» **Extracted data**:
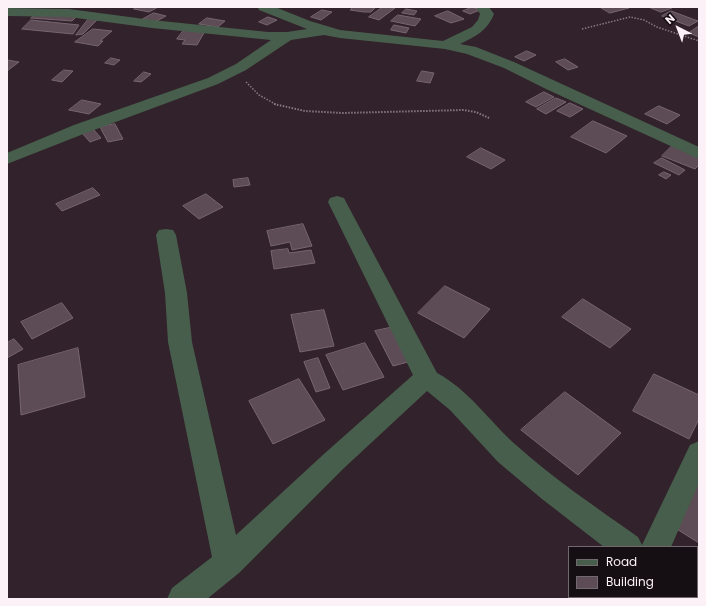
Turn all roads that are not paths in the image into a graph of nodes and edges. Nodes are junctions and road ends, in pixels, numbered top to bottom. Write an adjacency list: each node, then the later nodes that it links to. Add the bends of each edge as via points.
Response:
1 (12, 7): 4 (street)
2 (482, 7): 7 (street, via 487,14 486,20 477,30)
3 (275, 9): 5 (street)
4 (7, 11): 6 (street, via 69,13 152,24)
5 (325, 31): 6 (street); 7 (street)
6 (287, 36): 9 (street, via 240,67 191,90)
7 (445, 45): 8 (street, via 471,50 509,65)
8 (699, 154)
9 (7, 158)
10 (337, 202): 12 (street)
11 (166, 235): 16 (street, via 176,293 180,342)
12 (428, 380): 14 (street, via 449,394 506,453); 16 (street, via 413,388)
13 (699, 453): 15 (street)
14 (627, 546)
15 (656, 546)
16 (228, 563): 17 (street)
17 (183, 599)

» **Your instructions**:
Pictures omitted, give the entries again exactly.

» **Solution**:
Turn all roads that are not paths in the image into a graph of nodes and edges. Nodes are junctions and road ends, in pixels, numbered top to bottom. Write an adjacency list: each node, then the later nodes that it links to. Add the bends of each edge as via points.
Response:
1 (12, 7): 4 (street)
2 (482, 7): 7 (street, via 487,14 486,20 477,30)
3 (275, 9): 5 (street)
4 (7, 11): 6 (street, via 69,13 152,24)
5 (325, 31): 6 (street); 7 (street)
6 (287, 36): 9 (street, via 240,67 191,90)
7 (445, 45): 8 (street, via 471,50 509,65)
8 (699, 154)
9 (7, 158)
10 (337, 202): 12 (street)
11 (166, 235): 16 (street, via 176,293 180,342)
12 (428, 380): 14 (street, via 449,394 506,453); 16 (street, via 413,388)
13 (699, 453): 15 (street)
14 (627, 546)
15 (656, 546)
16 (228, 563): 17 (street)
17 (183, 599)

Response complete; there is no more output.